→ **TASK STATEMENT**
Leaving out every line that comes before the one containing "Which roads connect", output the rest of the records exactly, the final line included.

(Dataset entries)

────────────────────────────────────────

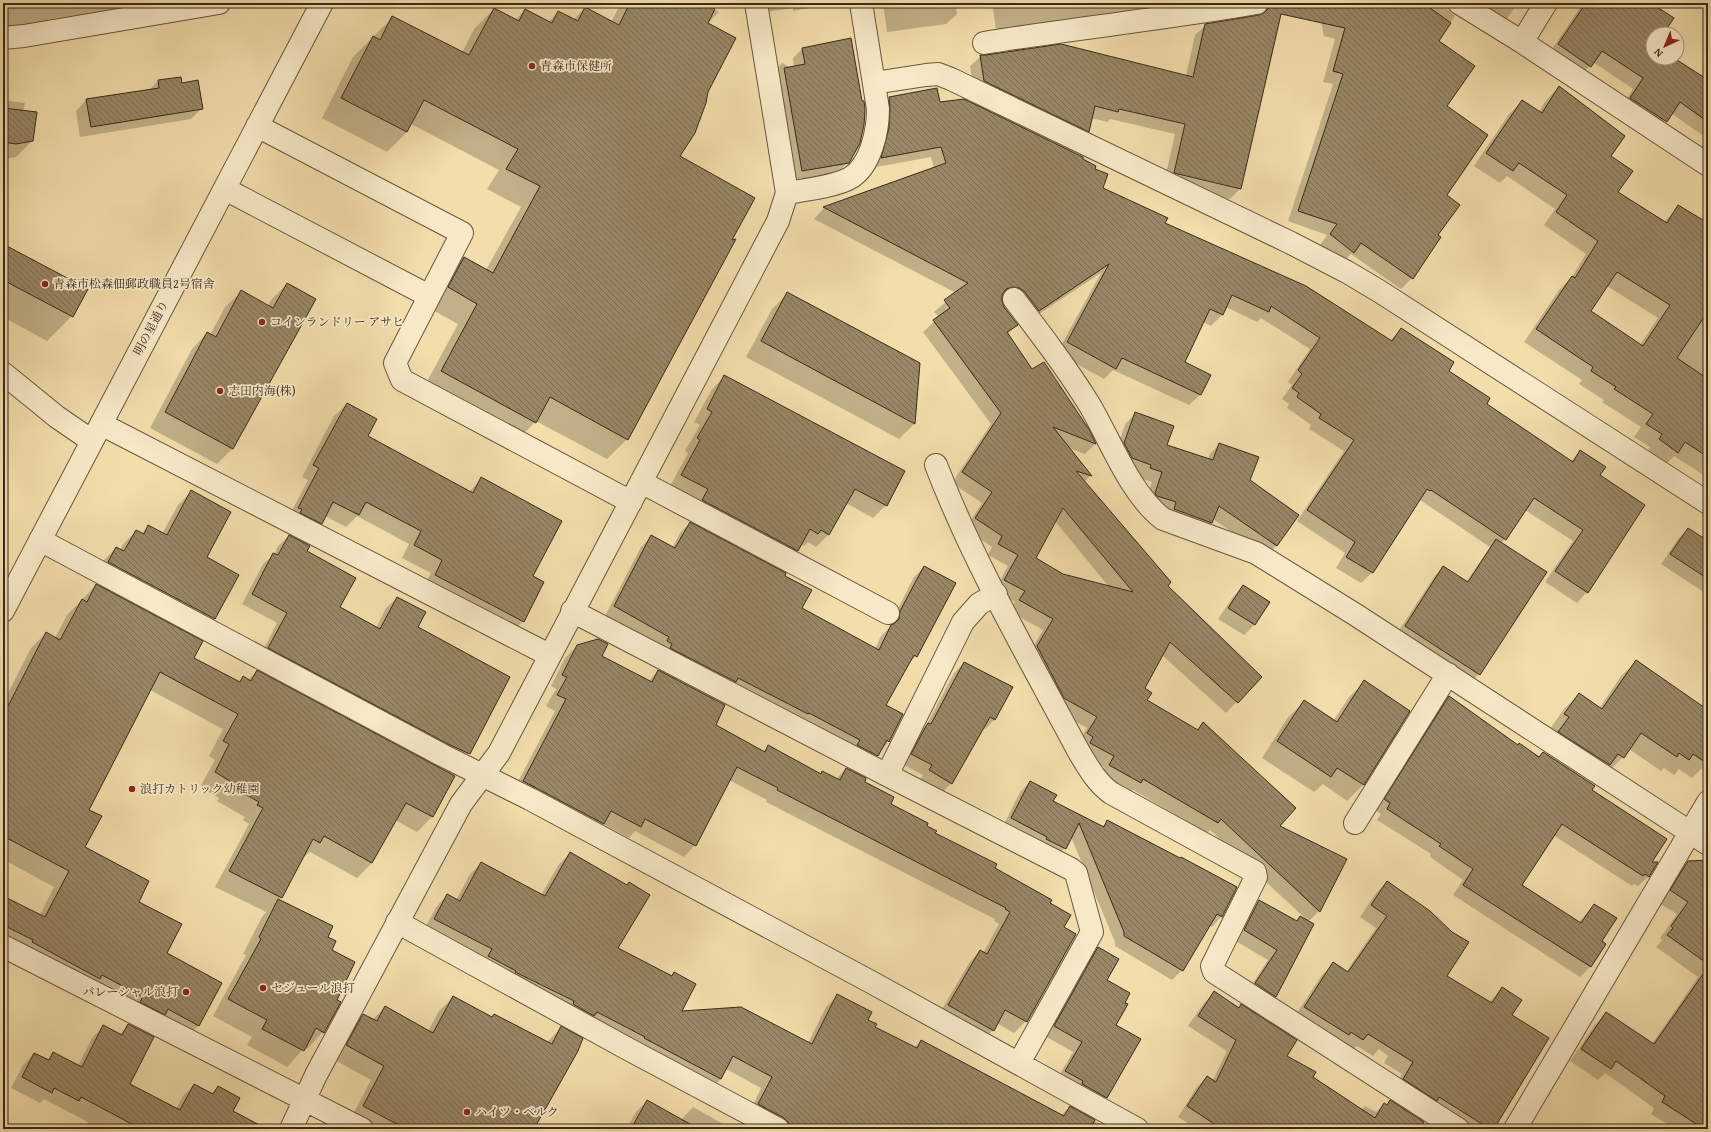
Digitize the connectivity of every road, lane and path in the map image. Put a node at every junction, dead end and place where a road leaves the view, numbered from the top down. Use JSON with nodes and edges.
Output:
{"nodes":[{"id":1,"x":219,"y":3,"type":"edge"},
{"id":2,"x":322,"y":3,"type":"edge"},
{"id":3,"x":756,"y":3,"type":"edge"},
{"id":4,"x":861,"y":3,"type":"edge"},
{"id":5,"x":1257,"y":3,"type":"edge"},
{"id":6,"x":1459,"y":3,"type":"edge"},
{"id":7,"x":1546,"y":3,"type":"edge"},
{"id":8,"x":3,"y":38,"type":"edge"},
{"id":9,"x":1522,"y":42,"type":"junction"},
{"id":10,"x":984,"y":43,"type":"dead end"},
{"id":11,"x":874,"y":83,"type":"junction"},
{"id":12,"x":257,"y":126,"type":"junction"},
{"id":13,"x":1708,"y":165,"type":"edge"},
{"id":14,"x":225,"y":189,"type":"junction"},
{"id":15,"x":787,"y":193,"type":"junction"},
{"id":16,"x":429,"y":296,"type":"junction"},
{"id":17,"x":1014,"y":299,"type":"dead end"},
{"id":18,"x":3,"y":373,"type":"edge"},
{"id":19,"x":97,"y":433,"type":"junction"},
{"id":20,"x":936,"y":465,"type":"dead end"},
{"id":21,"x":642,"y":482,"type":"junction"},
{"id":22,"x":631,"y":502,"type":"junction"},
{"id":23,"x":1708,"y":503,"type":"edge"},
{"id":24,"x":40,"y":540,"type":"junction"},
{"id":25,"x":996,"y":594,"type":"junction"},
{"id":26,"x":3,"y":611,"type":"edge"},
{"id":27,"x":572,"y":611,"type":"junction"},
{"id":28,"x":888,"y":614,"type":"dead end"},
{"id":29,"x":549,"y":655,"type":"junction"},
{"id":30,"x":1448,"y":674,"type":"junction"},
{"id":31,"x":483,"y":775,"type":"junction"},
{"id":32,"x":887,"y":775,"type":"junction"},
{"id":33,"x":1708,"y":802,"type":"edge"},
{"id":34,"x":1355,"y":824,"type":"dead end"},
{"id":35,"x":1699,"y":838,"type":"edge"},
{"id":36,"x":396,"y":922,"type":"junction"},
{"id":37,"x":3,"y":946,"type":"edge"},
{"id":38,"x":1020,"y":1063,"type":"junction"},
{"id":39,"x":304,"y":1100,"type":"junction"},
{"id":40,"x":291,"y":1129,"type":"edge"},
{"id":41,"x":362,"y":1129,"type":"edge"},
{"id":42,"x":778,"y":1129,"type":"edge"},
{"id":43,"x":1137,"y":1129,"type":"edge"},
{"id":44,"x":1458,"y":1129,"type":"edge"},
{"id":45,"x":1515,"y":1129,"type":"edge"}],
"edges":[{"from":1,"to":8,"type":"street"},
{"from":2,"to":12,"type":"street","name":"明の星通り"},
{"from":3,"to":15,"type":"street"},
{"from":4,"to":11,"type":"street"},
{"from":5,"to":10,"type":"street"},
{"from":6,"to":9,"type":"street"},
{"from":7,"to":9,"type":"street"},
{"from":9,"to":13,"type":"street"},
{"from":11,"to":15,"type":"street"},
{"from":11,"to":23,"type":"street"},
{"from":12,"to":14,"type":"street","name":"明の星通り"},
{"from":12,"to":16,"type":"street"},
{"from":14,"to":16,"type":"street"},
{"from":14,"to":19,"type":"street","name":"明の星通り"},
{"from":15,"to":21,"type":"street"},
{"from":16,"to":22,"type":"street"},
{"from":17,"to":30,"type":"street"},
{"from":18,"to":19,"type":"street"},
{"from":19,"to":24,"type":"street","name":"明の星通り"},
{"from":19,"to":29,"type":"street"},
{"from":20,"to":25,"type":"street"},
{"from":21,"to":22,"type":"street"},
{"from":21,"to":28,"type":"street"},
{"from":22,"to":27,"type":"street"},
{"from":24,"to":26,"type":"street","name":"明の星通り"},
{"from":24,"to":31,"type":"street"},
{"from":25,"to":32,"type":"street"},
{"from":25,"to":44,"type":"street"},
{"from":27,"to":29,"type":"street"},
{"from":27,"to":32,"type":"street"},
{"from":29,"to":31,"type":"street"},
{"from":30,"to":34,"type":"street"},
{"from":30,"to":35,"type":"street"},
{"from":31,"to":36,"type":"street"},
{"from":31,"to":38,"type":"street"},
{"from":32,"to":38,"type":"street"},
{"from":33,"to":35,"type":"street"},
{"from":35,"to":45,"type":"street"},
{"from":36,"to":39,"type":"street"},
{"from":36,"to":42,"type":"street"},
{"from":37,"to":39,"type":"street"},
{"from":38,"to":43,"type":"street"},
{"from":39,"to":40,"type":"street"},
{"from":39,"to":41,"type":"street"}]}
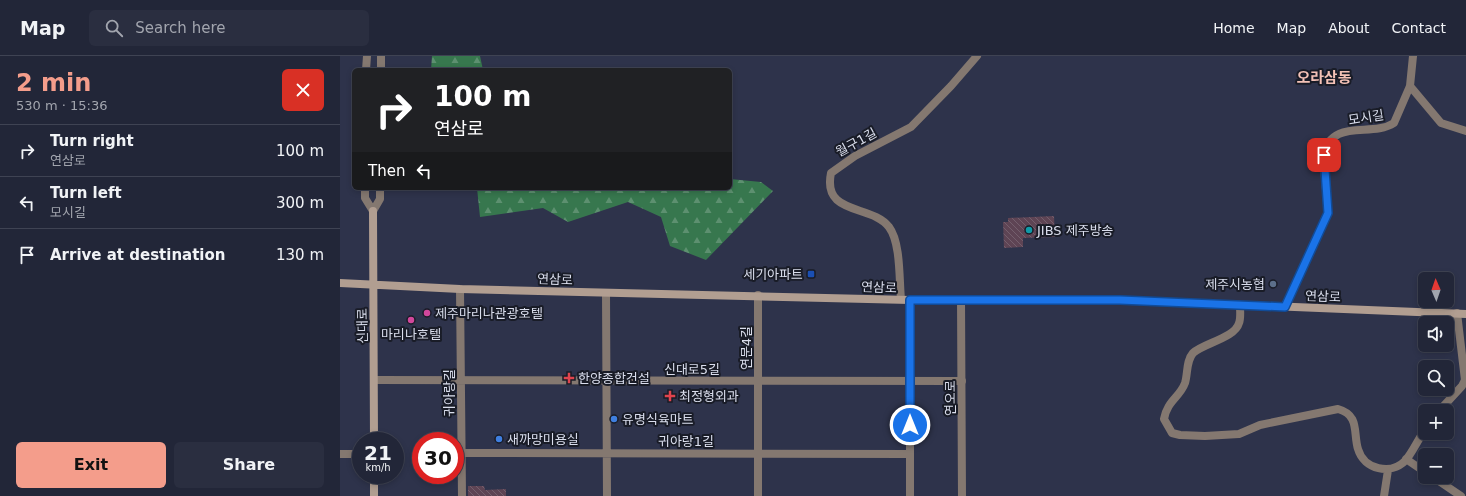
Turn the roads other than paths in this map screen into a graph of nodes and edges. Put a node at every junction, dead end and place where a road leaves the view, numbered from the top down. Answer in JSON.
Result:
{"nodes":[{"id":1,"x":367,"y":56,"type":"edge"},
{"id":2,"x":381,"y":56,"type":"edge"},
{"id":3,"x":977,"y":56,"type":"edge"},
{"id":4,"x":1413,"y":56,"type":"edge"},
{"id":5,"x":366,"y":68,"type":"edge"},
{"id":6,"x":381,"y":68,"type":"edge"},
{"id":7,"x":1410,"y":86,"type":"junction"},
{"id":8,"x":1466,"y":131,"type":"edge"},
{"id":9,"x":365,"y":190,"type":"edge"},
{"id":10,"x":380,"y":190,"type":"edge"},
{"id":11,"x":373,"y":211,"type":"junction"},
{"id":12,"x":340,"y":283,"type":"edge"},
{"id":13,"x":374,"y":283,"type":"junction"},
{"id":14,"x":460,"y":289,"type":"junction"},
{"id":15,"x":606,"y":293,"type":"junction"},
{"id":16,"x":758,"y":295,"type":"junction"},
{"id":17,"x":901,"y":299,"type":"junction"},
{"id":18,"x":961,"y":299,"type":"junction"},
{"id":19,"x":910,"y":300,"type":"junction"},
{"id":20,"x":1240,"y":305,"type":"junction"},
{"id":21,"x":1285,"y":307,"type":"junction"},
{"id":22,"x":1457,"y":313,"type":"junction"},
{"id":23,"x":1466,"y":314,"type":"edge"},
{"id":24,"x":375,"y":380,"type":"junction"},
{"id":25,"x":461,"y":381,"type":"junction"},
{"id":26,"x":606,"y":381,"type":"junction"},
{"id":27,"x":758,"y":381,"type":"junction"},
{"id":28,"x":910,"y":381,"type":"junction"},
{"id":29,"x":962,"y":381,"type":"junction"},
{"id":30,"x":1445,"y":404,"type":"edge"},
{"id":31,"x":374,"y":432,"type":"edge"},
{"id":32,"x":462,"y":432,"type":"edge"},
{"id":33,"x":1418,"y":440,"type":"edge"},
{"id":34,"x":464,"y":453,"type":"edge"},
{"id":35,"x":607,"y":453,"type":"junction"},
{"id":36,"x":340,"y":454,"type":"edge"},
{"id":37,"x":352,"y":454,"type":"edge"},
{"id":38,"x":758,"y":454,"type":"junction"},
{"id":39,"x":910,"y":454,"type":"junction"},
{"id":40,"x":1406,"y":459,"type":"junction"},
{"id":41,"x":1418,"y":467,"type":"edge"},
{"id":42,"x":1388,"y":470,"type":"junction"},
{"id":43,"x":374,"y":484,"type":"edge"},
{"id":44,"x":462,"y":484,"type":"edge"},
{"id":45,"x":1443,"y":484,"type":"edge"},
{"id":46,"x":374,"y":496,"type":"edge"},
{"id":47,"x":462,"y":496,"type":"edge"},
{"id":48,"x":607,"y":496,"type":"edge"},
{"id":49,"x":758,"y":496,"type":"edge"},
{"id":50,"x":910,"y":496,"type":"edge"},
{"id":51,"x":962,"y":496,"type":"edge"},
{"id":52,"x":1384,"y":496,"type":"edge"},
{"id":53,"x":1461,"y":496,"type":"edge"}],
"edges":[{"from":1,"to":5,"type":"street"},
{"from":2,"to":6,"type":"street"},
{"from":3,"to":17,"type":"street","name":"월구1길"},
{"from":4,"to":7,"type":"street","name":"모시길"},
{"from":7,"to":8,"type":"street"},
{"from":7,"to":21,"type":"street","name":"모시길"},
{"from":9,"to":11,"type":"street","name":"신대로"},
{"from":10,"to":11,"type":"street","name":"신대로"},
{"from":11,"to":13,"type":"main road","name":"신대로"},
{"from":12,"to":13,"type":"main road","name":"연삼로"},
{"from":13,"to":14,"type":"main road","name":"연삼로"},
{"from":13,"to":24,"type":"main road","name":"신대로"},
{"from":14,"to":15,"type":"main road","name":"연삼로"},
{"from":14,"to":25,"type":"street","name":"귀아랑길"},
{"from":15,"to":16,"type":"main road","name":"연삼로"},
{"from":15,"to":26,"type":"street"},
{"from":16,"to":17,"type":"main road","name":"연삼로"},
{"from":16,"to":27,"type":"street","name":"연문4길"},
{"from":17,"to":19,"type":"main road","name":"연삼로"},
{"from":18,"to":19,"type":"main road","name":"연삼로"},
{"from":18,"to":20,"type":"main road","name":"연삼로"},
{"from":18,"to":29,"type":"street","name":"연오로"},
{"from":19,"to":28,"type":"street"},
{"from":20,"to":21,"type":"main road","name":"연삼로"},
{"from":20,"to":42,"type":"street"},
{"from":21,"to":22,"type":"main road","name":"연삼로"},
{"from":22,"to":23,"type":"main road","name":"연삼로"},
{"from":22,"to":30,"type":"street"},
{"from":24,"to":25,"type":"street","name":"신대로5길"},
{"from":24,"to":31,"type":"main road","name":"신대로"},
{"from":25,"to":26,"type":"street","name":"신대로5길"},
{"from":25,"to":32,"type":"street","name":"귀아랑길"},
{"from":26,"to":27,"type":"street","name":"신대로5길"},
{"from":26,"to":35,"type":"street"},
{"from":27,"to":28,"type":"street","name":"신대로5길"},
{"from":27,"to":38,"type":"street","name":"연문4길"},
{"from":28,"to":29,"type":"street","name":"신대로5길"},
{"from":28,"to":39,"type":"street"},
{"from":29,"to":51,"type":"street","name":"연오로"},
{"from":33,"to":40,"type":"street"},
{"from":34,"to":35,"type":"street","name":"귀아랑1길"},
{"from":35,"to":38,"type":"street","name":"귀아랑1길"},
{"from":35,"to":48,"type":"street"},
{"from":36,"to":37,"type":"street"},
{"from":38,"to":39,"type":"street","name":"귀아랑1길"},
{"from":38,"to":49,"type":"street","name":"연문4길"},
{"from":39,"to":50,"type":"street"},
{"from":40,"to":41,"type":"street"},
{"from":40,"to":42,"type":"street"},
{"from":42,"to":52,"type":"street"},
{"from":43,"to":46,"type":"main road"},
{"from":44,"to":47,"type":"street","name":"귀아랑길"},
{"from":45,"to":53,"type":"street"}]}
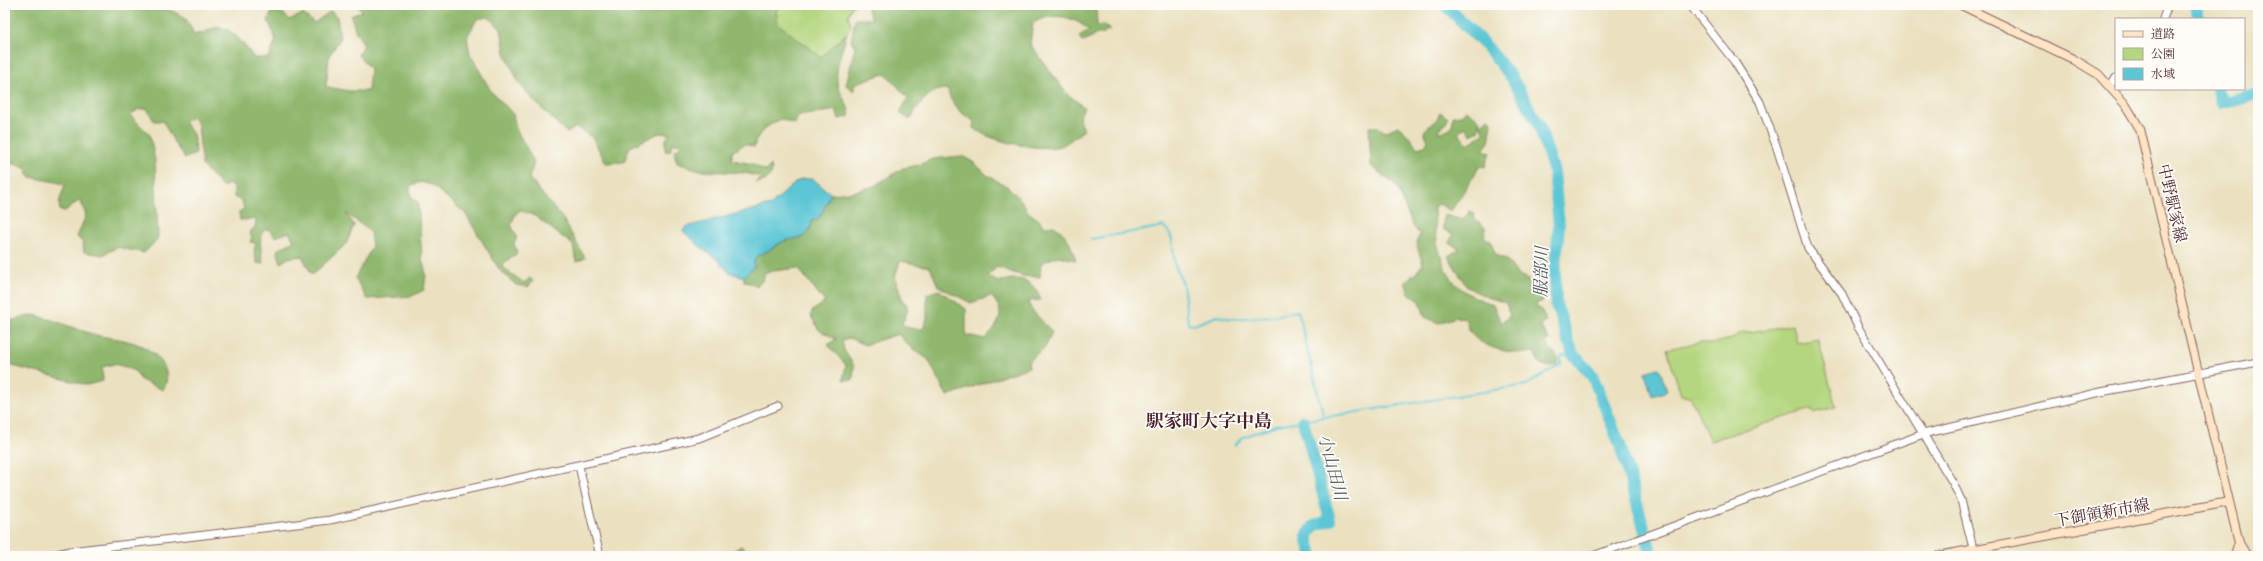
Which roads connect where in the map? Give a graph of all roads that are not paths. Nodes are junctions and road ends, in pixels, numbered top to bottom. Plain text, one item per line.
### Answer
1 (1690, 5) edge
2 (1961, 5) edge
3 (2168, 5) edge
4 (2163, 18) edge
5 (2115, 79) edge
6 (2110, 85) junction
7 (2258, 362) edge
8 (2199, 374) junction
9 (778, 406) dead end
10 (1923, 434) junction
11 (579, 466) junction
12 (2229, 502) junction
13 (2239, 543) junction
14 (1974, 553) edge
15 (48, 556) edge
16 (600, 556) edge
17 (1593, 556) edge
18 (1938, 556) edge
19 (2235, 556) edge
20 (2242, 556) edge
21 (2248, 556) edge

────────────────────────────────────────

→ **SOLUTION TO THE EXERCISE**
Which roads connect where in the map? Give a graph of all roads that are not paths. Nodes are junctions and road ends, in pixels, numbered top to bottom. Plain text, one item per line.
### Answer
1 (1690, 5) edge
2 (1961, 5) edge
3 (2168, 5) edge
4 (2163, 18) edge
5 (2115, 79) edge
6 (2110, 85) junction
7 (2258, 362) edge
8 (2199, 374) junction
9 (778, 406) dead end
10 (1923, 434) junction
11 (579, 466) junction
12 (2229, 502) junction
13 (2239, 543) junction
14 (1974, 553) edge
15 (48, 556) edge
16 (600, 556) edge
17 (1593, 556) edge
18 (1938, 556) edge
19 (2235, 556) edge
20 (2242, 556) edge
21 (2248, 556) edge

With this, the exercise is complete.